## Activity
A letter-for-letter copy of the listing is required, with no pictures in it.

-- Data provided follows --

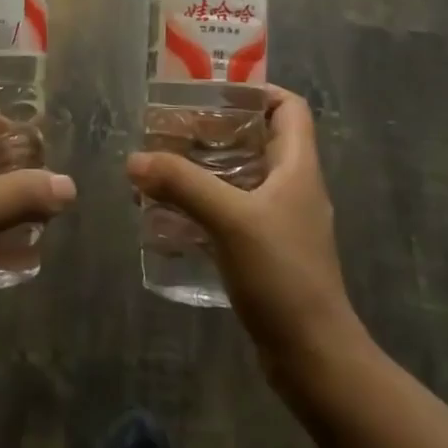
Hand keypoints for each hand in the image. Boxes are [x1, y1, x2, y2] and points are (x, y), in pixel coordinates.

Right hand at [128, 85, 358, 374]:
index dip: (257, 90)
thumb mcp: (230, 220)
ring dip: (204, 170)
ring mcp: (280, 222)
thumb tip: (135, 160)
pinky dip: (203, 206)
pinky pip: (231, 213)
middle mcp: (292, 187)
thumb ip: (182, 184)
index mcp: (297, 167)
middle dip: (216, 130)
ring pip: (241, 178)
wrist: (313, 356)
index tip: (213, 91)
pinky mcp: (266, 252)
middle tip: (172, 128)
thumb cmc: (282, 275)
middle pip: (258, 139)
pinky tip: (170, 216)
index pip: (290, 107)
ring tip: (162, 168)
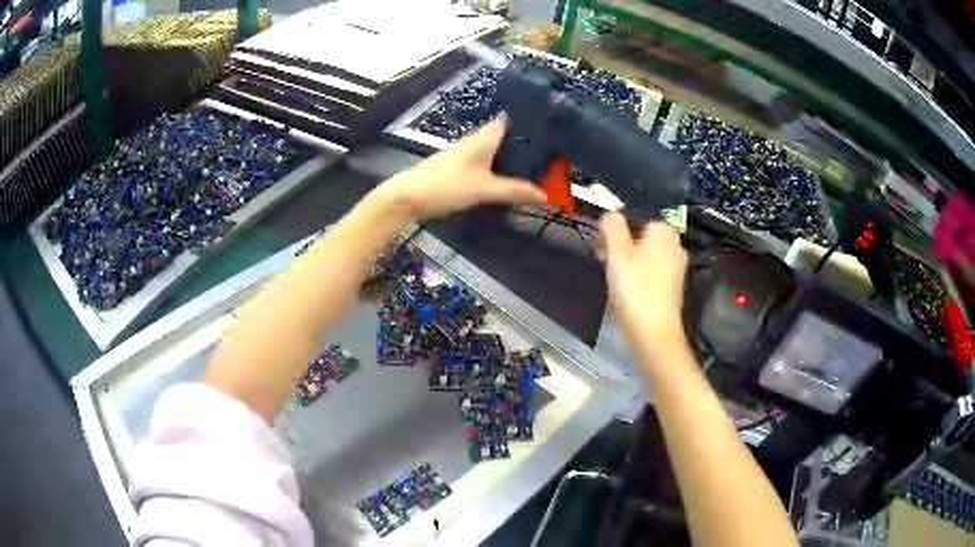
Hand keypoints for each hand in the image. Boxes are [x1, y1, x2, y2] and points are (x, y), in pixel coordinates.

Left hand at [377, 116, 546, 219]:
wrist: (407, 197)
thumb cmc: (446, 186)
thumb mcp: (484, 190)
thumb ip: (514, 191)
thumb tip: (547, 195)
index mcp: (482, 139)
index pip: (507, 119)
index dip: (527, 118)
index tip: (548, 122)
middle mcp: (473, 142)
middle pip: (501, 135)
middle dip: (523, 140)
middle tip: (548, 151)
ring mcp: (462, 154)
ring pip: (492, 149)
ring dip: (509, 154)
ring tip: (532, 164)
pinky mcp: (455, 168)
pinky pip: (482, 162)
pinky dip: (497, 166)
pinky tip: (504, 177)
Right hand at [601, 212, 688, 358]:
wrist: (653, 331)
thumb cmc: (635, 287)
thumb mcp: (618, 253)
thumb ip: (613, 227)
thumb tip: (611, 212)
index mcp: (664, 231)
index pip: (640, 214)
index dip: (620, 223)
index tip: (603, 237)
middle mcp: (675, 245)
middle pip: (644, 235)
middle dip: (623, 242)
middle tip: (604, 254)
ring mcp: (676, 267)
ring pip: (647, 253)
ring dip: (629, 258)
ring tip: (611, 271)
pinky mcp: (672, 286)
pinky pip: (652, 270)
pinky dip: (638, 273)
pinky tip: (625, 286)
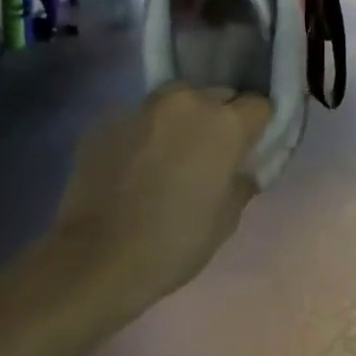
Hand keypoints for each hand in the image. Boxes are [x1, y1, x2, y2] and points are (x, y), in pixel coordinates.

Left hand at [47, 84, 270, 309]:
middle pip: (217, 95)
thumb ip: (242, 179)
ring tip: (169, 156)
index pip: (259, 105)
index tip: (248, 150)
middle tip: (209, 156)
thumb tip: (242, 168)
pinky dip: (144, 134)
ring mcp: (142, 106)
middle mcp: (186, 102)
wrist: (96, 259)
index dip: (257, 127)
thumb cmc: (175, 242)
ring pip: (176, 101)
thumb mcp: (227, 218)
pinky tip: (134, 167)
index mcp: (225, 123)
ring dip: (181, 120)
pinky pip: (140, 118)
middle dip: (219, 118)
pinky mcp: (106, 119)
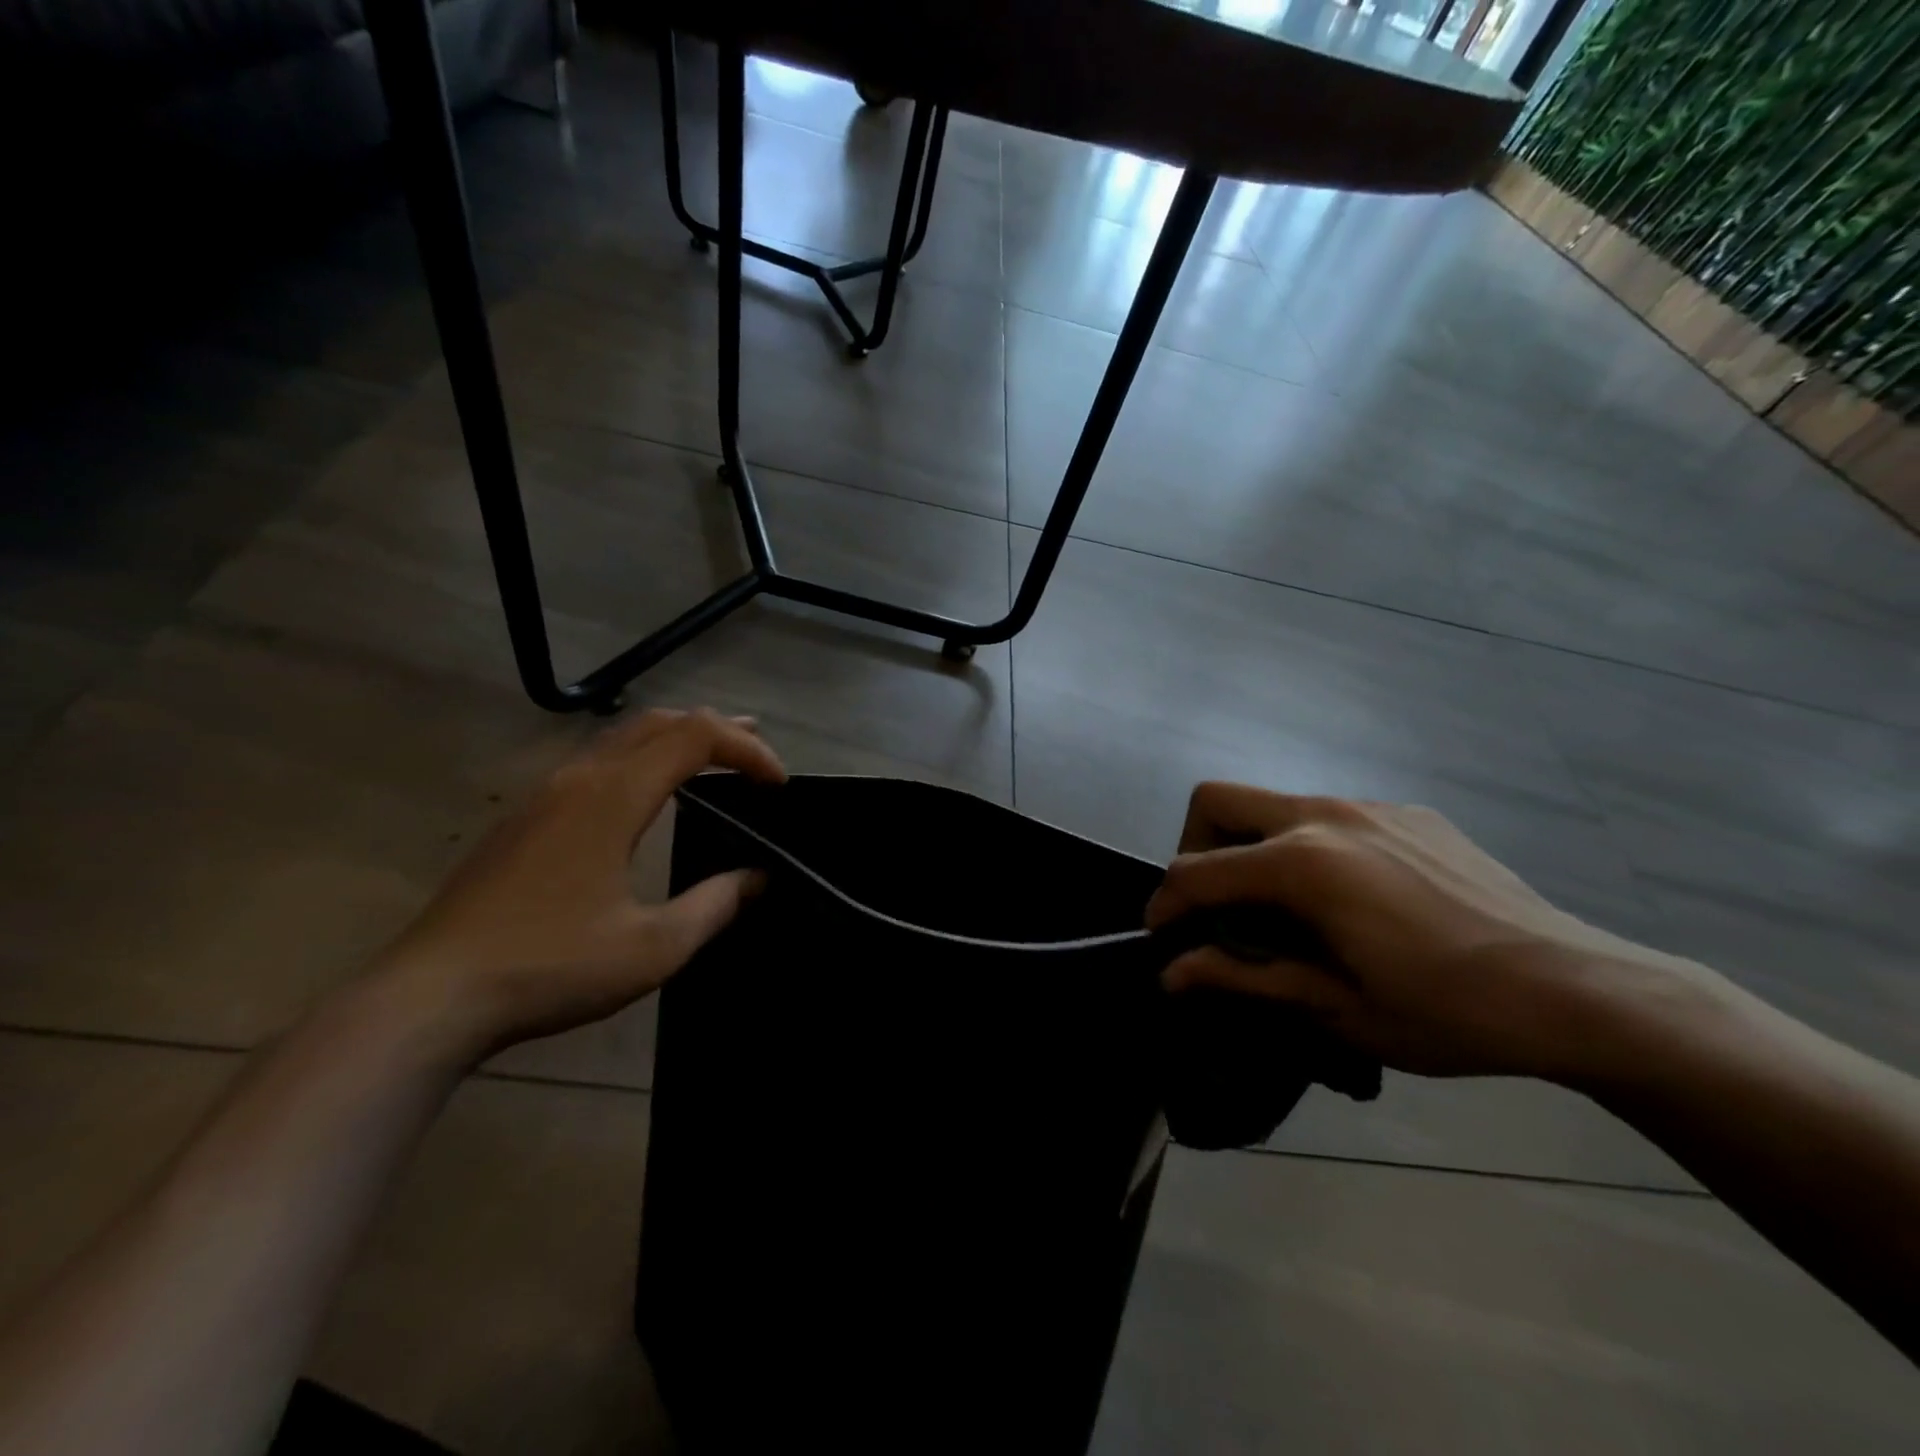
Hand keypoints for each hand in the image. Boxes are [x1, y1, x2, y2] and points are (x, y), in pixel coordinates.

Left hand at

-- Data provided concluded --

## The completed task
Hand keypoints for each hand in the image. Boxes are [x1, y1, x2, y2] and points are (x, y), in pixel coordinates.

Right hand at [128, 85, 358, 374]:
index dip: (257, 90)
thumb mcp: (230, 220)
ring dip: (204, 170)
ring mcp: (280, 222)
thumb tip: (135, 160)
pinky dip: (203, 206)
pinky pip: (231, 213)
middle mcp: (292, 187)
thumb ip: (182, 184)
index mcp: (297, 167)
middle dip: (216, 130)
ring pip: (241, 178)
wrist: (313, 356)
index tip: (213, 91)
pinky mcp: (266, 252)
middle tip: (172, 128)
thumb cmc: (282, 275)
middle pip: (258, 139)
pinky tip: (170, 216)
index pip: (290, 107)
ring tip: (162, 168)
Hand keypoints for each hand in the image. Boxes are [x1, y1, x2, y2] and points are (x, y), in pixel coordinates.

Left hand at [377, 116, 546, 219]:
wrist: (407, 197)
thumb cmc: (446, 186)
thumb mcp: (484, 190)
thumb ip: (514, 191)
thumb tip: (547, 195)
index mcp: (482, 139)
index pip: (507, 119)
index dip: (527, 118)
index tip: (548, 122)
middle mcp: (473, 142)
middle pip: (501, 135)
middle dip: (523, 140)
middle tip: (548, 151)
ring mcp: (462, 154)
ring pip: (492, 149)
ring dip: (509, 154)
ring tip: (532, 164)
pinky mcp: (455, 168)
pinky pip: (482, 162)
pinky dip: (497, 166)
pinky tip: (504, 177)
Right hand at [601, 212, 688, 358]:
wrist: (653, 331)
thumb cmc: (635, 287)
thumb mcp: (618, 253)
thumb ip: (613, 227)
thumb tip: (611, 212)
index mcp: (664, 231)
index pip: (640, 214)
index dip: (620, 223)
index tip: (603, 237)
middle mcp: (675, 245)
middle pip: (644, 235)
middle dip: (623, 242)
middle tip: (604, 254)
ring mcp: (676, 267)
ring pip: (647, 253)
ring dip: (629, 258)
ring tip: (611, 271)
pinky mcp: (672, 286)
pinky pip: (652, 270)
pinky dip: (638, 273)
pinky tip: (625, 286)
Hand keypoints for each hand in the image. Boxes are [x1, y1, x2, y2] and points are (x, y), in pixel coordinates.

Left hand at [47, 84, 270, 309]:
middle pip: (217, 95)
thumb ip: (242, 179)
ring tip: (169, 156)
index pip: (259, 105)
index tip: (248, 150)
middle tip: (209, 156)
thumb tip: (242, 168)
pinky dip: (144, 134)
ring mcp: (142, 106)
middle mcp: (186, 102)
wrist: (96, 259)
index dip: (257, 127)
thumb cmc: (175, 242)
ring pip: (176, 101)
thumb mcp: (227, 218)
pinky tip: (134, 167)
index mcp: (225, 123)
ring dip: (181, 120)
pinky pip: (140, 118)
middle dip: (219, 118)
pinky mcp: (106, 119)
Hand keypoints for each hand in the image. Boxes are [x1, y1, x2, y2] and points are (x, y), in pixel coordinates.

Left hand at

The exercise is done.